Mais les experts affirment que ces saisies et les cas signalés ne sont que la partie émergée de l'iceberg.
Bien qu'il n'y ait pas eu d'étude globale permettant de retracer l'ensemble du trafic de déchets électroniques en provenance des pays développés, le rapport des Nations unies sur les déchets électroniques montre que les pays d'Asie du Sud-Est restent une destination majeure.
Toutefois, comme certains de ces pays répriment désormais le trafic, les enquêteurs et les militants de l'ONU affirment que davantage de déchets électroniques sont acheminés vers les pays africains.
En Malaisie, les autorités ont saisi 106 conteneurs de déchets électroniques dangereux entre mai et juin 2024, selon Masood Karimipour, représentant régional de l'Office des Nations unies contre la drogue et le crime pour l'Asie du Sud-Est et le Pacifique.
Mais les trafiquants sont souvent plus malins que les autorités avec de nouvelles tactiques de contrebande et les gouvernements ne les rattrapent pas assez vite, selon les enquêteurs de l'ONU.
« Lorsque les navires transportant des déchets dangereux comme les déchets électroniques ne peuvent pas les décharger facilement à leur destination habituelle, ils éteignent leurs balises lorsqu'ils sont au milieu de la mer afin de ne pas être détectés », a déclaré M. Karimapour.
« Et les cargaisons illégales sont déversées en mer dans le cadre d'un modèle d'activité de la criminalité organisée.
« Il y a beaucoup trop de groupes et beaucoup trop de pays qui profitent de cette entreprise criminelle mondiale.
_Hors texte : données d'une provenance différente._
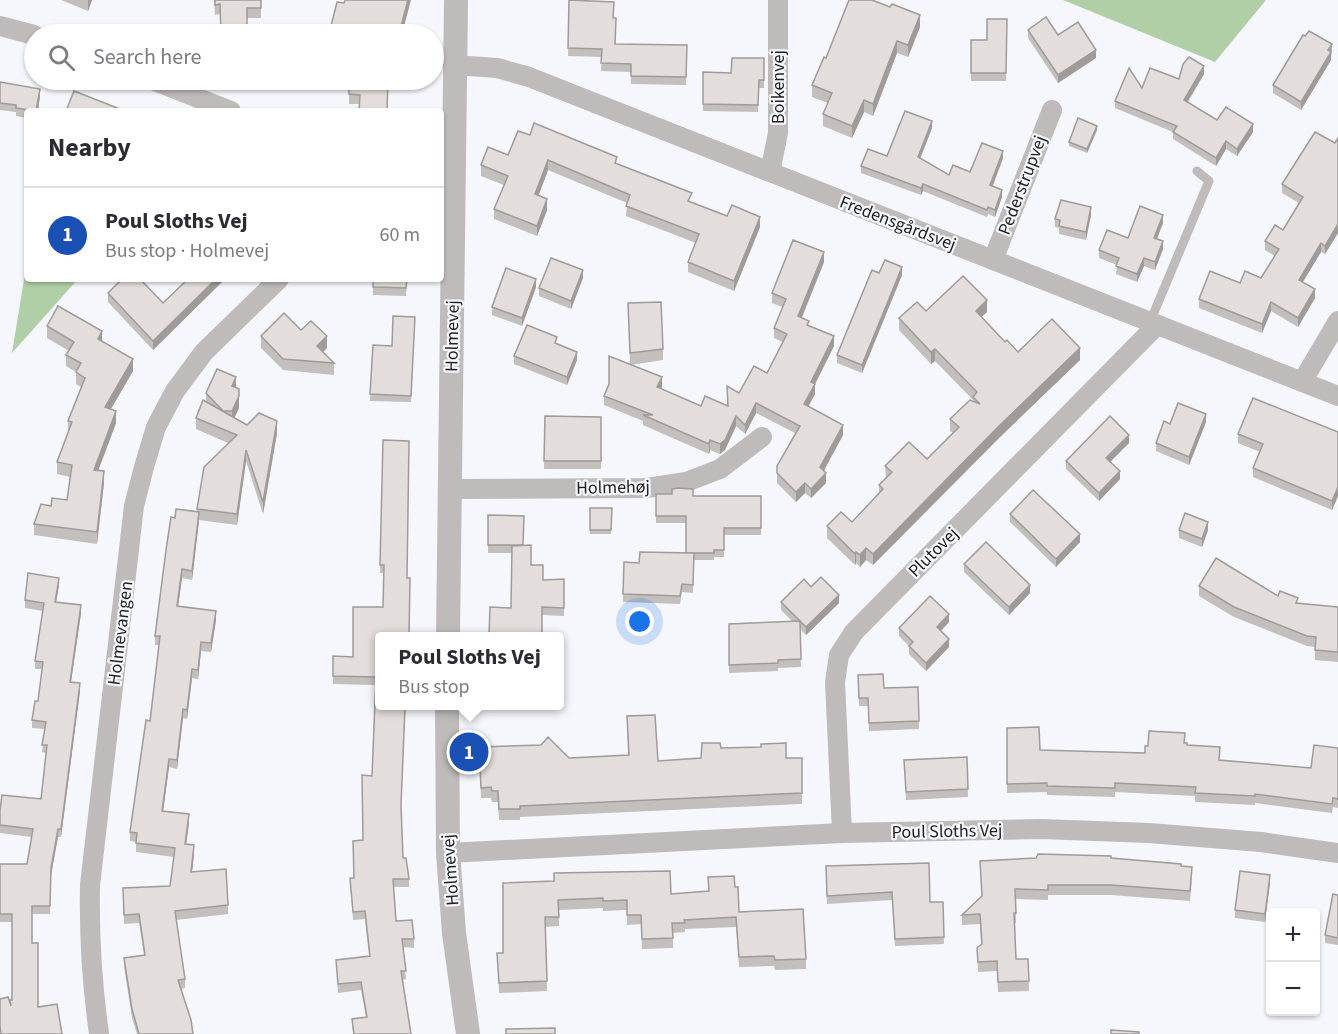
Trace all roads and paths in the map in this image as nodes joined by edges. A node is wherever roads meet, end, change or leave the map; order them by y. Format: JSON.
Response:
{"nodes":[{"id":1,"x":456,"y":0,"type":"edge"},
{"id":2,"x":778,"y":0,"type":"edge"},
{"id":3,"x":0,"y":26,"type":"edge"},
{"id":4,"x":24,"y":32,"type":"edge"},
{"id":5,"x":454,"y":65,"type":"junction"},
{"id":6,"x":177,"y":90,"type":"edge"},
{"id":7,"x":223,"y":108,"type":"edge"},
{"id":8,"x":1052,"y":110,"type":"dead end"},
{"id":9,"x":1197,"y":171,"type":"dead end"},
{"id":10,"x":770,"y":172,"type":"junction"},
{"id":11,"x":447,"y":186,"type":"edge"},
{"id":12,"x":993,"y":260,"type":"junction"},
{"id":13,"x":276,"y":282,"type":"edge"},
{"id":14,"x":1338,"y":321,"type":"edge"},
{"id":15,"x":1153,"y":323,"type":"junction"},
{"id":16,"x":1302,"y":382,"type":"junction"},
{"id":17,"x":1338,"y":396,"type":"edge"},
{"id":18,"x":762,"y":437,"type":"dead end"},
{"id":19,"x":451,"y":489,"type":"junction"},
{"id":20,"x":448,"y":632,"type":"edge"},
{"id":21,"x":447,"y":710,"type":"edge"},
{"id":22,"x":842,"y":833,"type":"junction"},
{"id":23,"x":448,"y":853,"type":"junction"},
{"id":24,"x":1338,"y":853,"type":"edge"},
{"id":25,"x":99,"y":1034,"type":"edge"},
{"id":26,"x":468,"y":1034,"type":"edge"}],
"edges":[{"from":1,"to":5,"type":"street","name":"Holmevej"},
{"from":2,"to":10,"type":"street","name":"Boikenvej"},
{"from":3,"to":4,"type":"street"},
{"from":5,"to":10,"type":"street","name":"Fredensgårdsvej"},
{"from":5,"to":11,"type":"street","name":"Holmevej"},
{"from":6,"to":7,"type":"street"},
{"from":8,"to":12,"type":"street","name":"Pederstrupvej"},
{"from":9,"to":15,"type":"lane"},
{"from":10,"to":12,"type":"street","name":"Fredensgårdsvej"},
{"from":11,"to":19,"type":"street","name":"Holmevej"},
{"from":12,"to":15,"type":"street","name":"Fredensgårdsvej"},
{"from":13,"to":25,"type":"street","name":"Holmevangen"},
{"from":14,"to":16,"type":"street"},
{"from":15,"to":16,"type":"street","name":"Fredensgårdsvej"},
{"from":15,"to":22,"type":"street","name":"Plutovej"},
{"from":16,"to":17,"type":"street","name":"Fredensgårdsvej"},
{"from":18,"to":19,"type":"street","name":"Holmehøj"},
{"from":19,"to":20,"type":"street","name":"Holmevej"},
{"from":21,"to":23,"type":"street","name":"Holmevej"},
{"from":22,"to":23,"type":"street","name":"Poul Sloths Vej"},
{"from":22,"to":24,"type":"street","name":"Poul Sloths Vej"},
{"from":23,"to":26,"type":"street","name":"Holmevej"}]}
Des produits chimiques très préoccupants
Selon un rapport récent de l'Organisation mondiale de la santé, le plastique et les métaux contenus dans les déchets électroniques peuvent être très dangereux pour la santé humaine et avoir des effets négatifs sur l'environnement lorsqu'ils sont brûlés ou mis en décharge.
Selon ce rapport, de nombreux pays destinataires pratiquent également le recyclage informel des déchets électroniques, ce qui signifie que des personnes non formées, y compris des femmes et des enfants, effectuent le travail sans équipement de protection ni infrastructure appropriée, s'exposant ainsi à des substances toxiques telles que le plomb.
L'Organisation internationale du travail et l'OMS estiment que des millions de femmes et d'enfants travaillant dans le secteur informel du recyclage sont exposés et que l'exposition pendant le développement du fœtus et de l'enfant peut provoquer des troubles neurodéveloppementaux et neurocomportementaux.
À partir de janvier 2025, la convention de Bâle exigera des exportateurs qu'ils déclarent tous les déchets électroniques et qu'ils obtiennent l'autorisation des pays destinataires. Les enquêteurs espèrent que cette mesure permettra de combler certaines lacunes utilisées par les trafiquants pour expédier ces déchets à travers le monde.
Toutefois, certains pays, dont les États-Unis, l'un des principaux exportateurs de déchets électroniques, n'ont pas ratifié la convention de Bâle, ce qui, selon les militants, peut expliquer la poursuite du trafic de déchets électroniques.
« Alors que nous commençons à sévir, les États-Unis expédient de plus en plus de camions au Mexique », a déclaré Jim Puckett, directeur exécutif du Basel Action Network, une organisation qui fait campagne pour mettre fin au commerce de produits toxiques, y compris les déchets électroniques.
À la casse d'Agbogbloshie, au Ghana, la situation empire de jour en jour.
Habiba explique qu'elle dépense près de la moitié de l'argent qu'elle gagne en collectant des déchets en médicaments pour faire face aux conditions résultant de son travail à la décharge.
« Mais je suis toujours là parce que c'est mon moyen de survie et celui de ma famille.
L'autorité fiscale du Ghana et le ministère de l'environnement n'ont pas répondu aux nombreuses demandes de commentaires.